### ACTION ITEM
Locate every line in the records below that contains the word "list", and copy each one.

Segment Start: DATASET EXCERPTS

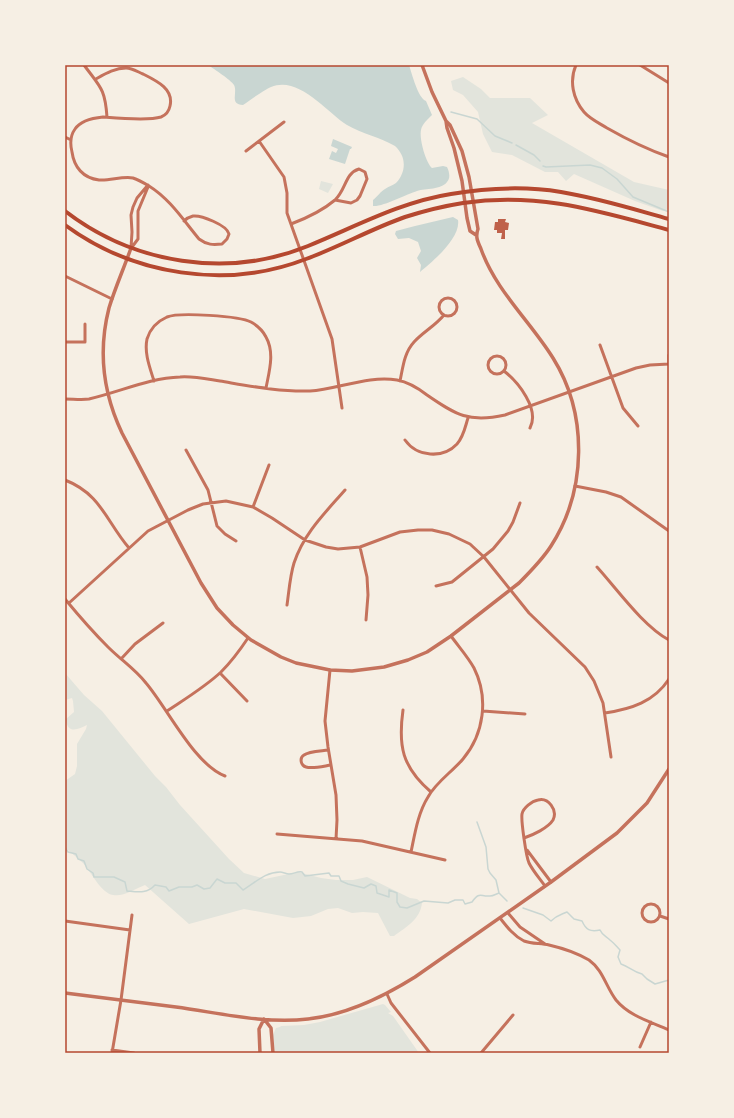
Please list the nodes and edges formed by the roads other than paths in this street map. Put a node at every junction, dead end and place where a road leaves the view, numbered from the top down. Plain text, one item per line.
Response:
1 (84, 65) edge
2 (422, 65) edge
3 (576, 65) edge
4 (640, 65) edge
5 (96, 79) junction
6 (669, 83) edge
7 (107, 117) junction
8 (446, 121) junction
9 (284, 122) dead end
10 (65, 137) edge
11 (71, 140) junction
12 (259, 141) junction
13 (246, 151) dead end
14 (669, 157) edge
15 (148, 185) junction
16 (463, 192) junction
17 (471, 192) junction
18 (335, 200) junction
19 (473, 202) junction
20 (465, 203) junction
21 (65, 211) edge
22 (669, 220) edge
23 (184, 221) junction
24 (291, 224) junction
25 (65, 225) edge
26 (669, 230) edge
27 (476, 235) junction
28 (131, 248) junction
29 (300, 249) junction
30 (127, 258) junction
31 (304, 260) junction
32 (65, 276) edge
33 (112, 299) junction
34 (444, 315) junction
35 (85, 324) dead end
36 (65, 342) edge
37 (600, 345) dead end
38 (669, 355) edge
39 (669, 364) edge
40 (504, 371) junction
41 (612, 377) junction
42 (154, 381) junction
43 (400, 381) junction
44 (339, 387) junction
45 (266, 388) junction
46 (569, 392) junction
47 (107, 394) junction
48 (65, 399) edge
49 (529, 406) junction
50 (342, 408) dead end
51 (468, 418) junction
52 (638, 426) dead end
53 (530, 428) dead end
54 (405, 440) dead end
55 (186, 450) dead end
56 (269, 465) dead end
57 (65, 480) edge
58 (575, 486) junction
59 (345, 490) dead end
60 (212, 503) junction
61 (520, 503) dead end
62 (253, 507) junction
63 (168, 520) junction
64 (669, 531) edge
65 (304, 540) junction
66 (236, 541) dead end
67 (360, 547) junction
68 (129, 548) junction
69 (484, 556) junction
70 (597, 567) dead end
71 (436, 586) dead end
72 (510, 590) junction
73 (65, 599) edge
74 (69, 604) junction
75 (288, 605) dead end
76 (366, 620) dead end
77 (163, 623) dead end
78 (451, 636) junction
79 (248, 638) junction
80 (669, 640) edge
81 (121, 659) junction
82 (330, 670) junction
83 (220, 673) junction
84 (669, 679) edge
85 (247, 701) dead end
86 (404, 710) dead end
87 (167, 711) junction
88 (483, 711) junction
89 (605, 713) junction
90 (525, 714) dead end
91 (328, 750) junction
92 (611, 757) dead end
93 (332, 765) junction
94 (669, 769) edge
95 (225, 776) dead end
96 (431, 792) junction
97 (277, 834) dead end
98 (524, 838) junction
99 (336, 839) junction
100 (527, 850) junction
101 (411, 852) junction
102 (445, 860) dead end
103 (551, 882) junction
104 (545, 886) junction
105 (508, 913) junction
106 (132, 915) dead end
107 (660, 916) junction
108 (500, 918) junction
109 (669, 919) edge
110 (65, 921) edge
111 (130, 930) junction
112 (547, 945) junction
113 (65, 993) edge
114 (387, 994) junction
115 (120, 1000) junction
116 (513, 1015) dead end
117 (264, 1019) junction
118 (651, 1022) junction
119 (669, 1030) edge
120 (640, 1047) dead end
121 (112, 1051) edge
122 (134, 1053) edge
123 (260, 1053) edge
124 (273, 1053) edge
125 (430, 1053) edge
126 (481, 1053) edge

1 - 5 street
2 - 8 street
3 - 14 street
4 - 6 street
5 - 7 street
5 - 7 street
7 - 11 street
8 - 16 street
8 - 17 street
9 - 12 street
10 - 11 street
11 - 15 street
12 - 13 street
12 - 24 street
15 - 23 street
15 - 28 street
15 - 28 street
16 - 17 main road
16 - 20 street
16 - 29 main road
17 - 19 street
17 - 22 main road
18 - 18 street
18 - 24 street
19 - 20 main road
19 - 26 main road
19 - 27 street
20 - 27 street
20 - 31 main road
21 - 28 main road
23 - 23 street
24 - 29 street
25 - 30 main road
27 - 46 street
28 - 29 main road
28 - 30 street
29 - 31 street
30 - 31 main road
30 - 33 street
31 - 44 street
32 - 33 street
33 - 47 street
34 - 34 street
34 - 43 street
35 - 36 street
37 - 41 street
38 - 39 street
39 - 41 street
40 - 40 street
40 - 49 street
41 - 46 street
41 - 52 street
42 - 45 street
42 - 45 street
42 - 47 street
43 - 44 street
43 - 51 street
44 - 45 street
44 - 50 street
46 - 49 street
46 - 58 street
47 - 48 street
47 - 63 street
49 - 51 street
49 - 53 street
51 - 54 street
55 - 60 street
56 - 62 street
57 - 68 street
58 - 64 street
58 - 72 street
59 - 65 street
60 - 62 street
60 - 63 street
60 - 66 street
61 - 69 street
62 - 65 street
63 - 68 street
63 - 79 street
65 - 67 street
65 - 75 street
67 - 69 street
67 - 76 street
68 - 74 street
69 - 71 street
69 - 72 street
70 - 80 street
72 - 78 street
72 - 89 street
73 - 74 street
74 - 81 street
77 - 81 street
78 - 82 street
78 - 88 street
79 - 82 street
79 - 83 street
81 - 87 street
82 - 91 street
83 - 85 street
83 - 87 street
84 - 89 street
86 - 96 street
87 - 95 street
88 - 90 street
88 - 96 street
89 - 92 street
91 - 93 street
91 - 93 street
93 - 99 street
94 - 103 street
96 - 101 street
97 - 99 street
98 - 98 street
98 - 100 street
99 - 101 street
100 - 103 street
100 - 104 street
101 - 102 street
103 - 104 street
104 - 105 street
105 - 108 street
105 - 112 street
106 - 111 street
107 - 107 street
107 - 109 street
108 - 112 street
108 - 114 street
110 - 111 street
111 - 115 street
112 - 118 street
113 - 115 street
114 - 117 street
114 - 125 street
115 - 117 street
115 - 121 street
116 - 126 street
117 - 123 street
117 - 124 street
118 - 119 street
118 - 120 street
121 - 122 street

Segment End: DATASET EXCERPTS
Segment Start: DATASET EXCERPTS

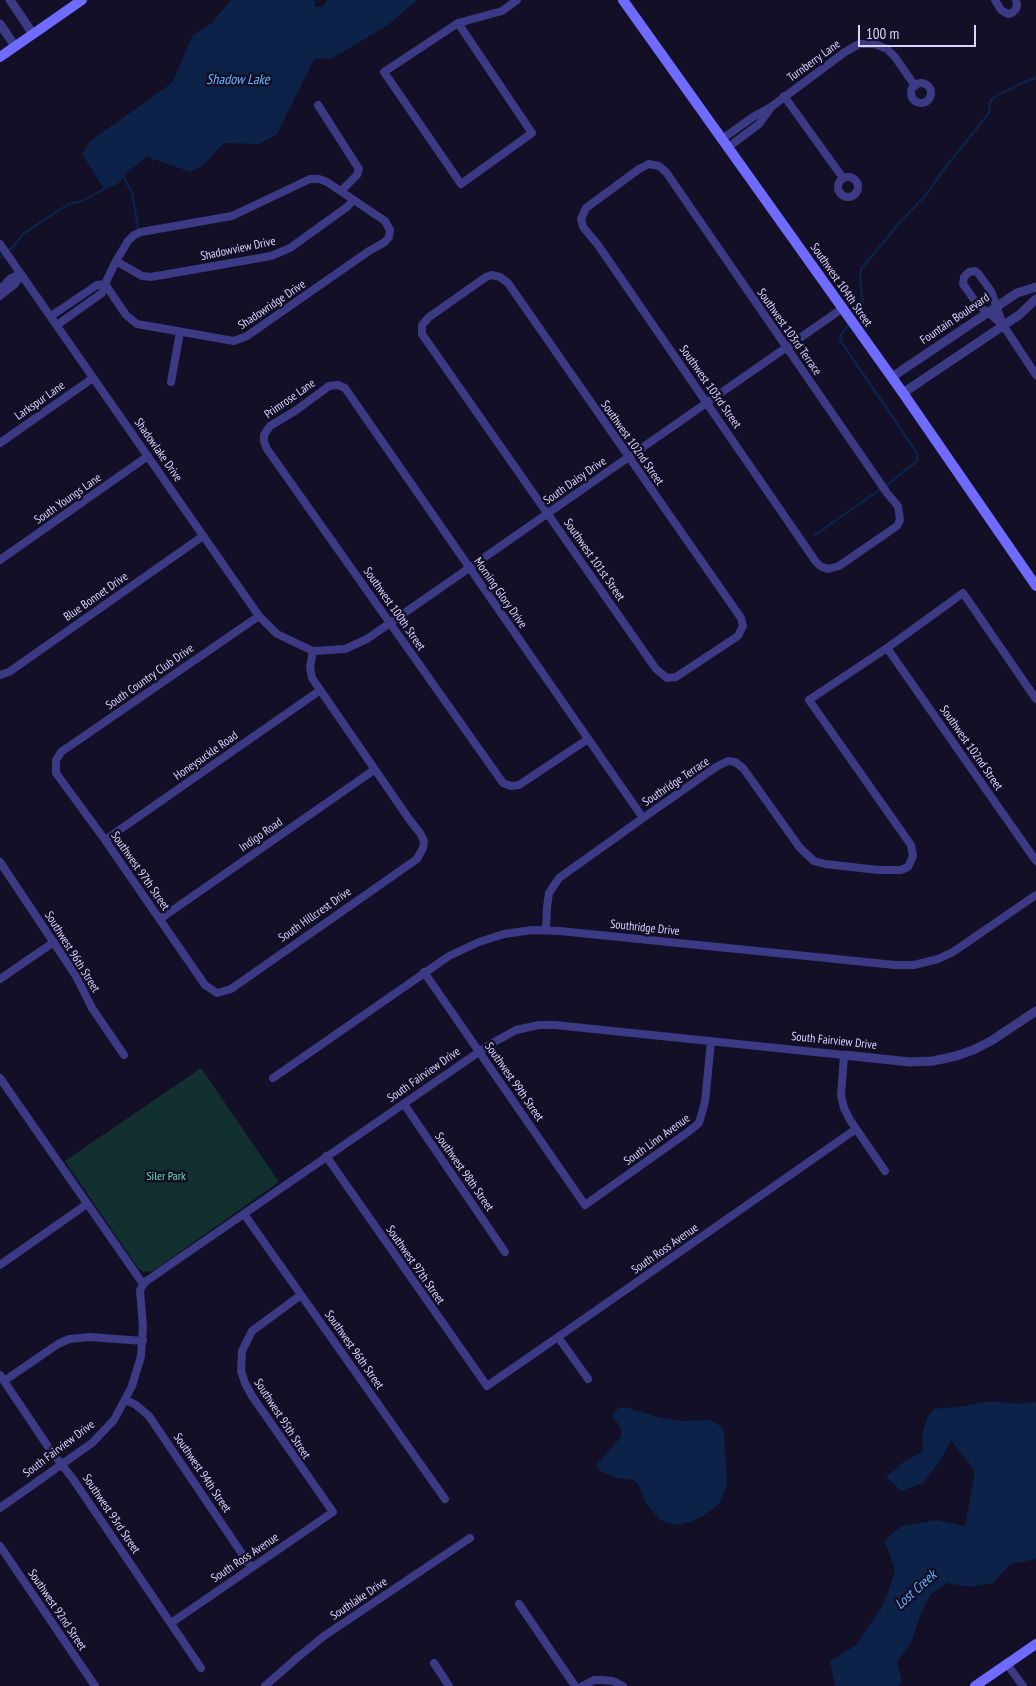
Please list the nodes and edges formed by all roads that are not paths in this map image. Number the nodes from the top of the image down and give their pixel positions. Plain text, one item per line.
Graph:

Segment End: DATASET EXCERPTS

### COMPLETED TASK
Please list the nodes and edges formed by the roads other than paths in this street map. Put a node at every junction, dead end and place where a road leaves the view, numbered from the top down. Plain text, one item per line.
Please list the nodes and edges formed by all roads that are not paths in this map image. Number the nodes from the top of the image down and give their pixel positions. Plain text, one item per line.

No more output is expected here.